Task directions ::
Determine the number of lines in the entries below in which the word "paths" appears, and reply with that number only.

=-=-=-=-=

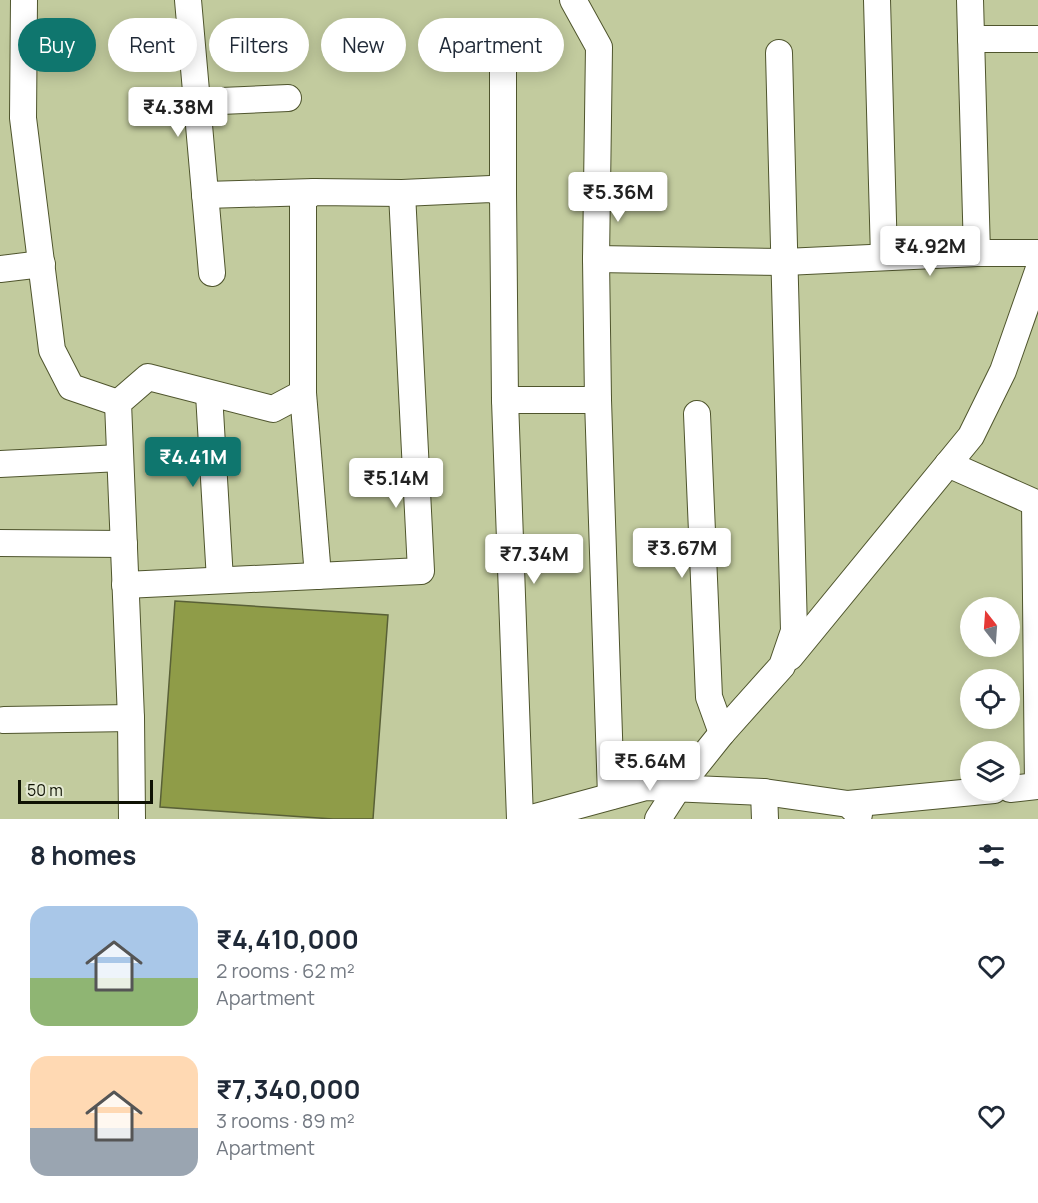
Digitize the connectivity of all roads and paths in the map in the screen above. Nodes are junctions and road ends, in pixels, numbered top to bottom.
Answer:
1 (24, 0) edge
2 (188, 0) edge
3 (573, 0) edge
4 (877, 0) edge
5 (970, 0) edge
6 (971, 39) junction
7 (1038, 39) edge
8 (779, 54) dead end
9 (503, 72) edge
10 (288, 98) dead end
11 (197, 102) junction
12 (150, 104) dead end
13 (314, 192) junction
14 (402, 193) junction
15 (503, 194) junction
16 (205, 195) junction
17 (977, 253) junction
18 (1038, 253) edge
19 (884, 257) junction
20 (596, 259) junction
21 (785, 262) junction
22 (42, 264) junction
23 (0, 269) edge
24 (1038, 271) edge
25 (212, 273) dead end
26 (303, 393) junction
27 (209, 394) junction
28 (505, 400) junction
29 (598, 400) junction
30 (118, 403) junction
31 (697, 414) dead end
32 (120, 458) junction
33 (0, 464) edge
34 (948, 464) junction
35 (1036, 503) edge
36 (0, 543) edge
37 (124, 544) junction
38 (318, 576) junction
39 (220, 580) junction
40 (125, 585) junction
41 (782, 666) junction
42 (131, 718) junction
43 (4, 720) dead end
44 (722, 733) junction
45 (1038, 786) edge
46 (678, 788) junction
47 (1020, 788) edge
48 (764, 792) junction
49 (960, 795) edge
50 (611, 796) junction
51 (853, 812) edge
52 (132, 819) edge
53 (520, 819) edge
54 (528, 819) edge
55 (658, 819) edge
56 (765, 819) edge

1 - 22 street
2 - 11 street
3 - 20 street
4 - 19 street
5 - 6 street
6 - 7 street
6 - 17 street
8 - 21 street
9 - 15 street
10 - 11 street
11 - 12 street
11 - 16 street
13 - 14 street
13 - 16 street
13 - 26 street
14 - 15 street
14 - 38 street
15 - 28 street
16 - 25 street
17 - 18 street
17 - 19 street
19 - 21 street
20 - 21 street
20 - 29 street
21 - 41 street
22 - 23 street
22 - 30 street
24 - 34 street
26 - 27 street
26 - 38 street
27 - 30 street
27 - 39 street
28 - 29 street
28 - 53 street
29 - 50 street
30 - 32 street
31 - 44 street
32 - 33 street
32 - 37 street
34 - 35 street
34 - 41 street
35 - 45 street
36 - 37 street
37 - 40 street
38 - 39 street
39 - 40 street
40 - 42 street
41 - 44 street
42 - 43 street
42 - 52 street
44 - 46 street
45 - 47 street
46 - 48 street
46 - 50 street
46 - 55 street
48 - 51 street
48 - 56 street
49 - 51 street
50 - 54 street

=-=-=-=-=

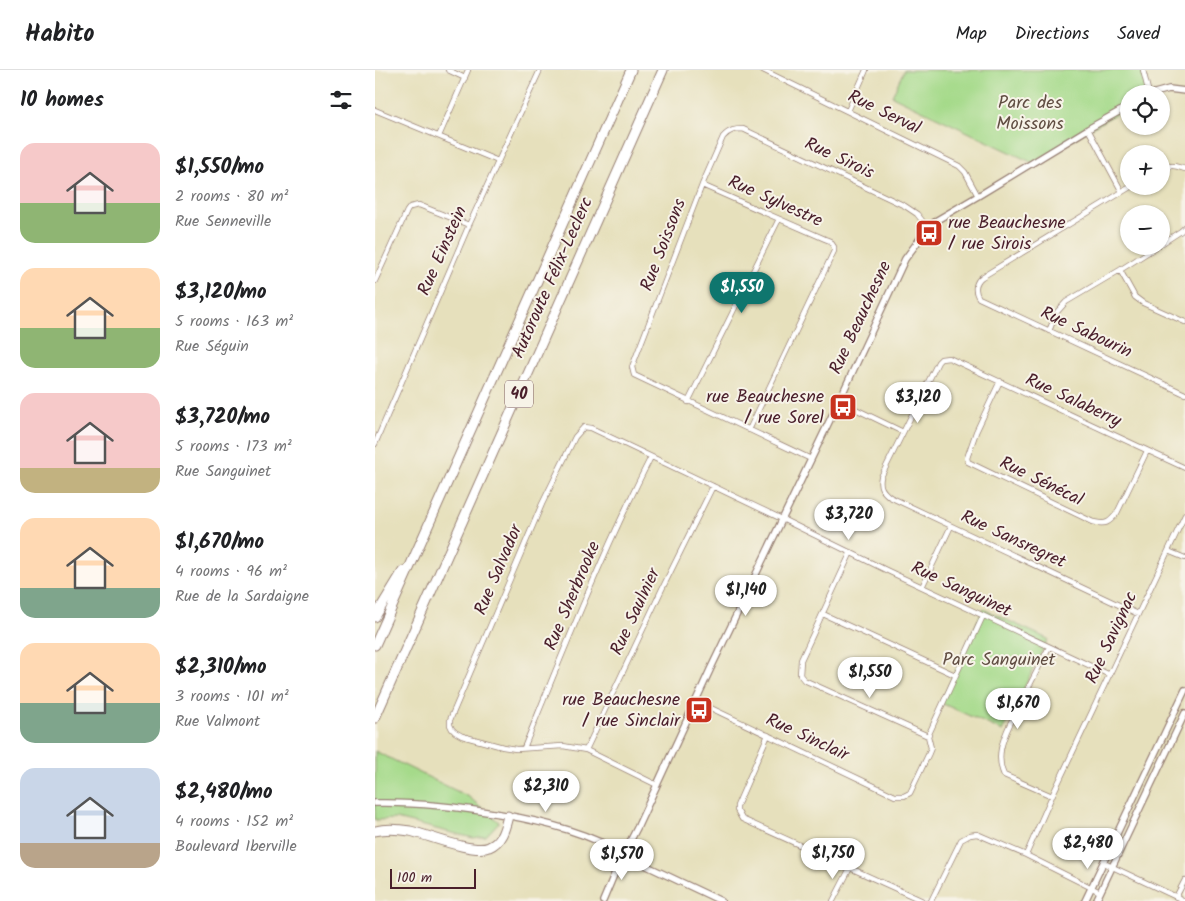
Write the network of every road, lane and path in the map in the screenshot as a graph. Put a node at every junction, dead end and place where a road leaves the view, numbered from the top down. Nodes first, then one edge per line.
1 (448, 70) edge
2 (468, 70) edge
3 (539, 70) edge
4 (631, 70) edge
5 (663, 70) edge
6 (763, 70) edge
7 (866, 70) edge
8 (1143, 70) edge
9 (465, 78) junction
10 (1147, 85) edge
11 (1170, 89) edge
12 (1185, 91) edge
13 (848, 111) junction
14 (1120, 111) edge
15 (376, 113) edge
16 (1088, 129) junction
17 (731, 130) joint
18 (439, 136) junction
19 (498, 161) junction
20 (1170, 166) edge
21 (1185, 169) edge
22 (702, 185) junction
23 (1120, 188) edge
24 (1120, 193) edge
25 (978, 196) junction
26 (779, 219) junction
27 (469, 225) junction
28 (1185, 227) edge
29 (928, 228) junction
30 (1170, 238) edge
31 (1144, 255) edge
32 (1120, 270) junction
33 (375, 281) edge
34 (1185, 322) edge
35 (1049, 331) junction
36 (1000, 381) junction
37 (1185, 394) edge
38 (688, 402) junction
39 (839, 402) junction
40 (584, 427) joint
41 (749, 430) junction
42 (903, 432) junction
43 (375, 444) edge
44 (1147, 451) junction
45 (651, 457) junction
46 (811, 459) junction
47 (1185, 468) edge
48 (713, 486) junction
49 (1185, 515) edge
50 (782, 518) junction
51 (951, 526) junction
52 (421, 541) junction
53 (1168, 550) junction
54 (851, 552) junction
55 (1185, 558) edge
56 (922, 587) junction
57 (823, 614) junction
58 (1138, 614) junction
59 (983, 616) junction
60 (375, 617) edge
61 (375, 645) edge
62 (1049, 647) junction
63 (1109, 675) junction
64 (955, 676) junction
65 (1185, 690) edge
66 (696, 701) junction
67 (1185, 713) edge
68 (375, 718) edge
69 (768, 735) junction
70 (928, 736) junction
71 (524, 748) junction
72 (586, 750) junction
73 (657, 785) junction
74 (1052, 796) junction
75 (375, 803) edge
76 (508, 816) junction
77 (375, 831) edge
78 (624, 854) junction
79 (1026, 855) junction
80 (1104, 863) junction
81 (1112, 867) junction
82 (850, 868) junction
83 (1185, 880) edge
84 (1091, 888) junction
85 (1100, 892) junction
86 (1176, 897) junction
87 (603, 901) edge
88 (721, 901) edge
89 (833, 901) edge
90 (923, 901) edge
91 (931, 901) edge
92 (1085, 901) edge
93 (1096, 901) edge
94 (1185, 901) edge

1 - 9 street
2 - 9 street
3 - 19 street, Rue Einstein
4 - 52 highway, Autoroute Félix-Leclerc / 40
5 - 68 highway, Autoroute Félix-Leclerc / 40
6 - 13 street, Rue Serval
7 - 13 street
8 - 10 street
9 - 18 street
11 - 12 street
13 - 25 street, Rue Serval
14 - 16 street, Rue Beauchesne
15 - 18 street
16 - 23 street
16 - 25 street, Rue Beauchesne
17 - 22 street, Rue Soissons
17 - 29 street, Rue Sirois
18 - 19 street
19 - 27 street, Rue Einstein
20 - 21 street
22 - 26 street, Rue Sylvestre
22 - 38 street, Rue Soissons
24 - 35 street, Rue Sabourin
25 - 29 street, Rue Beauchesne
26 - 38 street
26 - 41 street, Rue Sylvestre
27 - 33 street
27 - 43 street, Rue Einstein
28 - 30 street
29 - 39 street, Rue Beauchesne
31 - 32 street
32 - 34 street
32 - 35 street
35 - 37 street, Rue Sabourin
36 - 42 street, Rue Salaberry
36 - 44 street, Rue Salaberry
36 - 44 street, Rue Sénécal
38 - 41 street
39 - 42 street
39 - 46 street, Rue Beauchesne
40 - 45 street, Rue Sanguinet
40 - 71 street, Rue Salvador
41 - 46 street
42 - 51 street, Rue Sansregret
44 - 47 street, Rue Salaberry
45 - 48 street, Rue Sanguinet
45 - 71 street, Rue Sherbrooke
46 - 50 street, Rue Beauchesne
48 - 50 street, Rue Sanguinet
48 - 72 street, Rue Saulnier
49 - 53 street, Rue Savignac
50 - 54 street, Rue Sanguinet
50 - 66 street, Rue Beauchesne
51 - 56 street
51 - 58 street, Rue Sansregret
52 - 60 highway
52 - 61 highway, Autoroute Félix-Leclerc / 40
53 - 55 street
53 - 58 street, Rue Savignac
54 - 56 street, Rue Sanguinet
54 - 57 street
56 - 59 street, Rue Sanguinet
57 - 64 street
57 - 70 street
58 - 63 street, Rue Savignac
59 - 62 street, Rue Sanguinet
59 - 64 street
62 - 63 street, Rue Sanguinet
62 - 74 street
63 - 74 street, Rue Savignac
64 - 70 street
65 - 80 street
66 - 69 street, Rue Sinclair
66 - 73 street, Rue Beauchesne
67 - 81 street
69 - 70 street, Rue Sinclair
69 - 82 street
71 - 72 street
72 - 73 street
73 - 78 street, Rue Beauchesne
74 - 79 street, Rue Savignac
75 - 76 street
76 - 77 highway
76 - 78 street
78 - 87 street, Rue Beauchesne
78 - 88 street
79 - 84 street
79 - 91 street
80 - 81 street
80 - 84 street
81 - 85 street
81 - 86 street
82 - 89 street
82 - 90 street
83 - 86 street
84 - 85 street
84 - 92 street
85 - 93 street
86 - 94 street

=-=-=-=-=

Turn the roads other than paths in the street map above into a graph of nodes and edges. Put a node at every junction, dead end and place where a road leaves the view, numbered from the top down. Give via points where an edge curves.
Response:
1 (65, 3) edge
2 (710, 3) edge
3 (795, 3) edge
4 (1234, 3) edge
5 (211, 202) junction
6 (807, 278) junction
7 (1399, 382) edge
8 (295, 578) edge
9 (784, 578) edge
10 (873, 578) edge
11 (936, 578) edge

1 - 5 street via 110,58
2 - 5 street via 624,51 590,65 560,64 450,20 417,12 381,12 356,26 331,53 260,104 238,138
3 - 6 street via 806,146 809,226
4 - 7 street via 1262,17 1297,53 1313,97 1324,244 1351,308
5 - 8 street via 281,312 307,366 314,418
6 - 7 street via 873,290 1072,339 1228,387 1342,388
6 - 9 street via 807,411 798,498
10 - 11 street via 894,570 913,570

=-=-=-=-=

Written solution ::
2